Electric vehicles are quieter, cheaper to run and friendlier to the environment than their gas-powered counterparts, but while stopping at the pump takes a few minutes, charging a battery can take a few hours.

But that may change soon.

The Energy Department announced Monday it’s investing $19 million in research to let you juice up your ride in a fraction of the time and go further on the road. The funds are divided among twelve different projects in academia, industry and government, each geared toward building batteries capable of “extreme fast charging.”

Funds were awarded by the department’s Vehicle Technologies Office, which invests in early-stage research for eco-friendly transportation tech. The group ultimately aims to build a battery that costs less than $100 per kilowatt-hour with a range over 300 miles and a charge time of 15 minutes or less by 2028.
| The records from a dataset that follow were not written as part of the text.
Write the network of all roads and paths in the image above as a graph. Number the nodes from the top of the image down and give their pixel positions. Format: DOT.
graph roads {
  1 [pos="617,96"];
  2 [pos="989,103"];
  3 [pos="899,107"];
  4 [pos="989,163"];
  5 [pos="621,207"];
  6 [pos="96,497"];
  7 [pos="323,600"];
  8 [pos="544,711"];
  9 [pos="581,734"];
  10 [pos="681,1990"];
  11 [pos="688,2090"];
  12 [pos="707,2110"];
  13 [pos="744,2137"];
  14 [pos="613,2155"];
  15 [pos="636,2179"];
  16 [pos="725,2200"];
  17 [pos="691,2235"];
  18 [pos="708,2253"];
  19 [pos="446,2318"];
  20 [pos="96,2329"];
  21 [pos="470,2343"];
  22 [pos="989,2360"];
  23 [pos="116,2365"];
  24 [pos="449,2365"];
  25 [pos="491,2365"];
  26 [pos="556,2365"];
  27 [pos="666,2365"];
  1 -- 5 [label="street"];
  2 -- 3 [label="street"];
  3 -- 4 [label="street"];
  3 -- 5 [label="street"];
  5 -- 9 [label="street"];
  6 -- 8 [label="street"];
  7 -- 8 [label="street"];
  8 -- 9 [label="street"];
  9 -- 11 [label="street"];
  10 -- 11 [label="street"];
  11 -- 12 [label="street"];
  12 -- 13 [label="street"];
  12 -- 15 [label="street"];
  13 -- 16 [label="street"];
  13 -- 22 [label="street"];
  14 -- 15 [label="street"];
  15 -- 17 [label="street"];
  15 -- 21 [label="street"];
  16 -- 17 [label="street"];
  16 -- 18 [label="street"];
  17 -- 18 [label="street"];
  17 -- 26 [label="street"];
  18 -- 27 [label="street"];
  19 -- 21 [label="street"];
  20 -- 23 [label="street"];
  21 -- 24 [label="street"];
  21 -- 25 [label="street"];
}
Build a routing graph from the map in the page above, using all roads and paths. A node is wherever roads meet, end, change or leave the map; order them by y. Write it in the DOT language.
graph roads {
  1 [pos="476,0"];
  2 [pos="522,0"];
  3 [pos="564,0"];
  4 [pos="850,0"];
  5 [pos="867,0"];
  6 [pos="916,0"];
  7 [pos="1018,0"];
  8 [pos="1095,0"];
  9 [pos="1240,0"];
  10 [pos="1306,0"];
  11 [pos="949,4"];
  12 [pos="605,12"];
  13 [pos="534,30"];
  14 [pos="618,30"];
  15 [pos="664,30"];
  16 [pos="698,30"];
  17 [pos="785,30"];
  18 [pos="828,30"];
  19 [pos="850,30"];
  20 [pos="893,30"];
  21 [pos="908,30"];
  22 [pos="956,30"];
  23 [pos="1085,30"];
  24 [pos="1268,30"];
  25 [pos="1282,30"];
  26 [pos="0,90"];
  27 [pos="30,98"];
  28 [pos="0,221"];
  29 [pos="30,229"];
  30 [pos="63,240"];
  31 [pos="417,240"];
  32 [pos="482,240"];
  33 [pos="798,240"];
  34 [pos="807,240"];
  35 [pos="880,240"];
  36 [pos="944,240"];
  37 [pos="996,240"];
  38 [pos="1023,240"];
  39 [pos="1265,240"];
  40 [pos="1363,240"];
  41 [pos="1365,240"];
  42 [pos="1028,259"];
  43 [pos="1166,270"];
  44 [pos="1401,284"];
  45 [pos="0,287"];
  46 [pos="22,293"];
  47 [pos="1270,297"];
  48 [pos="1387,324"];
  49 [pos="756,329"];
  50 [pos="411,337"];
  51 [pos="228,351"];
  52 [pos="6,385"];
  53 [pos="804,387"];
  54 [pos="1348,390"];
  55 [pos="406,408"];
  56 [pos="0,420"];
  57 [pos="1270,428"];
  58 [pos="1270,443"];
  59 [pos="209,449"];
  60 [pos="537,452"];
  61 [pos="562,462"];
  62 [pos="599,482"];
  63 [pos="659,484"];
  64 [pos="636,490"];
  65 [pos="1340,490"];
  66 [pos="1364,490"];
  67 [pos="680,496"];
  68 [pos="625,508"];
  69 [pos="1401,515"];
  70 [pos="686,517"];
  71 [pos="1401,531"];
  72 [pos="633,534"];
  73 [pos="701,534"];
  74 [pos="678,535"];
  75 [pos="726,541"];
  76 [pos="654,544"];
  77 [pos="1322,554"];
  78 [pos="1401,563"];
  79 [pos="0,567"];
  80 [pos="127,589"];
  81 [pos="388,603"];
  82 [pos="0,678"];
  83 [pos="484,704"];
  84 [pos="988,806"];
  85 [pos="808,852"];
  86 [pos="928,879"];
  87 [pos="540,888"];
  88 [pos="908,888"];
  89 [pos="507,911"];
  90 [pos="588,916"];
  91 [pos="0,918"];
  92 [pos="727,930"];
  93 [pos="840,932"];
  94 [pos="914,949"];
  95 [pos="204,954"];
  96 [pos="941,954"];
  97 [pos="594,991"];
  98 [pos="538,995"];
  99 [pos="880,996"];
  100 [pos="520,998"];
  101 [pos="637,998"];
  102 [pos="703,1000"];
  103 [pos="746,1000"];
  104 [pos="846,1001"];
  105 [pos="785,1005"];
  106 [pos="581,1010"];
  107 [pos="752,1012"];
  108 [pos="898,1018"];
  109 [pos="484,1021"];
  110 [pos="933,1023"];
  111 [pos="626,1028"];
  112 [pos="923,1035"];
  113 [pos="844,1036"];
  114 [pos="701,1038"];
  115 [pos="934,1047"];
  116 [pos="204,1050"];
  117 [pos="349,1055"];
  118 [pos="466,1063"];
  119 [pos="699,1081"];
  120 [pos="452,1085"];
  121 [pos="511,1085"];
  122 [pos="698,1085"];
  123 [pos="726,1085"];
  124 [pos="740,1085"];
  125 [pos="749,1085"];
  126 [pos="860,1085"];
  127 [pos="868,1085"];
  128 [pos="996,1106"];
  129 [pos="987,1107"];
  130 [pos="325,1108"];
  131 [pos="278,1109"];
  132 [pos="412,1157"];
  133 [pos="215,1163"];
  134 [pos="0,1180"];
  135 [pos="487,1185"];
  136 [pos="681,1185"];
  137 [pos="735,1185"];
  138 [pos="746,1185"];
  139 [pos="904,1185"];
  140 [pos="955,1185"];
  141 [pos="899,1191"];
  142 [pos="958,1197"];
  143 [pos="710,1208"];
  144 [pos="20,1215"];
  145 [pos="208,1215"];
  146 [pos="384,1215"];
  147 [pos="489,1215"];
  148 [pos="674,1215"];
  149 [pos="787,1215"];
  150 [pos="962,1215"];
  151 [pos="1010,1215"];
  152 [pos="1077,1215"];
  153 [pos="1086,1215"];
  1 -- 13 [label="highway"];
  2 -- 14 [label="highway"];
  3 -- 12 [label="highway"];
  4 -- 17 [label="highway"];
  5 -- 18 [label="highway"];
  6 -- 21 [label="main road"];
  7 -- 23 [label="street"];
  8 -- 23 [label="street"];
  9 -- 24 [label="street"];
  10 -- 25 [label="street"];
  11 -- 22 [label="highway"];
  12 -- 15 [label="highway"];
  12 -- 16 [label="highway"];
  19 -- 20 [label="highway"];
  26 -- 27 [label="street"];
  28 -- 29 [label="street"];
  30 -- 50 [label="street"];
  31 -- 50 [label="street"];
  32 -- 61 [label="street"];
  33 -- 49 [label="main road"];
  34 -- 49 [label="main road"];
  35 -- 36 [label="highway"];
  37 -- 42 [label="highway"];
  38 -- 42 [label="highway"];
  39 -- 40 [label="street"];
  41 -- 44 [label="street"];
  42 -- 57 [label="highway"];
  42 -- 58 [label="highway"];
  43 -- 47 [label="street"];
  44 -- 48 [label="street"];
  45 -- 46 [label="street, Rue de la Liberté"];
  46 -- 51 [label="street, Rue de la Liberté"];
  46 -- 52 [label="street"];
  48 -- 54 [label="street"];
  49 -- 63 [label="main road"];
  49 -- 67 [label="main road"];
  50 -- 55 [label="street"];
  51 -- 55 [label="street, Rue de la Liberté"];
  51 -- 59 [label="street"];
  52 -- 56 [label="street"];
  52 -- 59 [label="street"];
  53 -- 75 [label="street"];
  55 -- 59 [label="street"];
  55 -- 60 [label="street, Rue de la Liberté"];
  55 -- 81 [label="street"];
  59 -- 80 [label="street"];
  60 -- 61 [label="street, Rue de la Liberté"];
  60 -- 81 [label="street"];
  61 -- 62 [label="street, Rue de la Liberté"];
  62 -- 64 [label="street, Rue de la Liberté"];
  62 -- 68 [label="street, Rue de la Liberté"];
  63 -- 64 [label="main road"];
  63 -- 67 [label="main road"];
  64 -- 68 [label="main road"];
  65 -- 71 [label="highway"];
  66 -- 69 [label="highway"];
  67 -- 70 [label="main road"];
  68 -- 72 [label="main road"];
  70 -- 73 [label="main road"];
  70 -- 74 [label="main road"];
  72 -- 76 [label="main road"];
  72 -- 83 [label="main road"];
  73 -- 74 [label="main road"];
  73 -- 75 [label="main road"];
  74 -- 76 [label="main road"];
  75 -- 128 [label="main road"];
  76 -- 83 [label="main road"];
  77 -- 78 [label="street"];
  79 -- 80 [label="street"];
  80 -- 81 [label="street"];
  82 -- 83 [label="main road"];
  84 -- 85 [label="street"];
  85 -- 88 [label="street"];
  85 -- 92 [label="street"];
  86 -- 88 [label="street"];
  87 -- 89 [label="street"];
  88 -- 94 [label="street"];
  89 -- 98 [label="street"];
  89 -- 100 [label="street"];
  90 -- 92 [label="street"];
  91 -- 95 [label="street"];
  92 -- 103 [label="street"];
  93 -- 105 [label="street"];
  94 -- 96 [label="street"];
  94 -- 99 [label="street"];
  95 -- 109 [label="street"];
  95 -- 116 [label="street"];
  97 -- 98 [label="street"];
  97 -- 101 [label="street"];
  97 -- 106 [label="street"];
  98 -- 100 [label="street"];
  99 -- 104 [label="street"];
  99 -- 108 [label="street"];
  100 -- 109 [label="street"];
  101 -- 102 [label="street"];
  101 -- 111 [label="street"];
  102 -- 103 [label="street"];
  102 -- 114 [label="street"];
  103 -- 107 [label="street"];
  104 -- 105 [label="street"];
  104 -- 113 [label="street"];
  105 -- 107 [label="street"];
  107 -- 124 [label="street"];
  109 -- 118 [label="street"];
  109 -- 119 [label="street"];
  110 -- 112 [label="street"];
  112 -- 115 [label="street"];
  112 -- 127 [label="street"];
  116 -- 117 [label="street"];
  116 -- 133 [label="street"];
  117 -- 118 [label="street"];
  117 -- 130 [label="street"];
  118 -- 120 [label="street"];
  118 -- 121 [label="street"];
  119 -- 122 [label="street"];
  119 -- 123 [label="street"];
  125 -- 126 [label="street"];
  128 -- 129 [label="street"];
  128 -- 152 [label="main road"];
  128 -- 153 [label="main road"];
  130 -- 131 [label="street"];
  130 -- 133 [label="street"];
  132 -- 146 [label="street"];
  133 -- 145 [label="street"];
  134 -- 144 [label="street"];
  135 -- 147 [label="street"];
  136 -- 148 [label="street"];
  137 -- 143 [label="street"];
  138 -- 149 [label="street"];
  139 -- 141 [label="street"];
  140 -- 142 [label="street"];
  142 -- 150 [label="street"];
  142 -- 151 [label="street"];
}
Electric car owners today need about eight hours to charge their vehicles with a typical at-home power station. Filling an electrode with ions is a naturally slower process than filling a tank with gas, and boosting the charge rate could damage the battery—or even cause explosions.

Nine of the research teams will focus on building advanced batteries that can charge in 10 minutes or less without losing performance over a 10-year lifetime. The other three groups aim to design a home power station capable of charging up to 60 times faster than current models, cutting the typical recharge time to 15 minutes.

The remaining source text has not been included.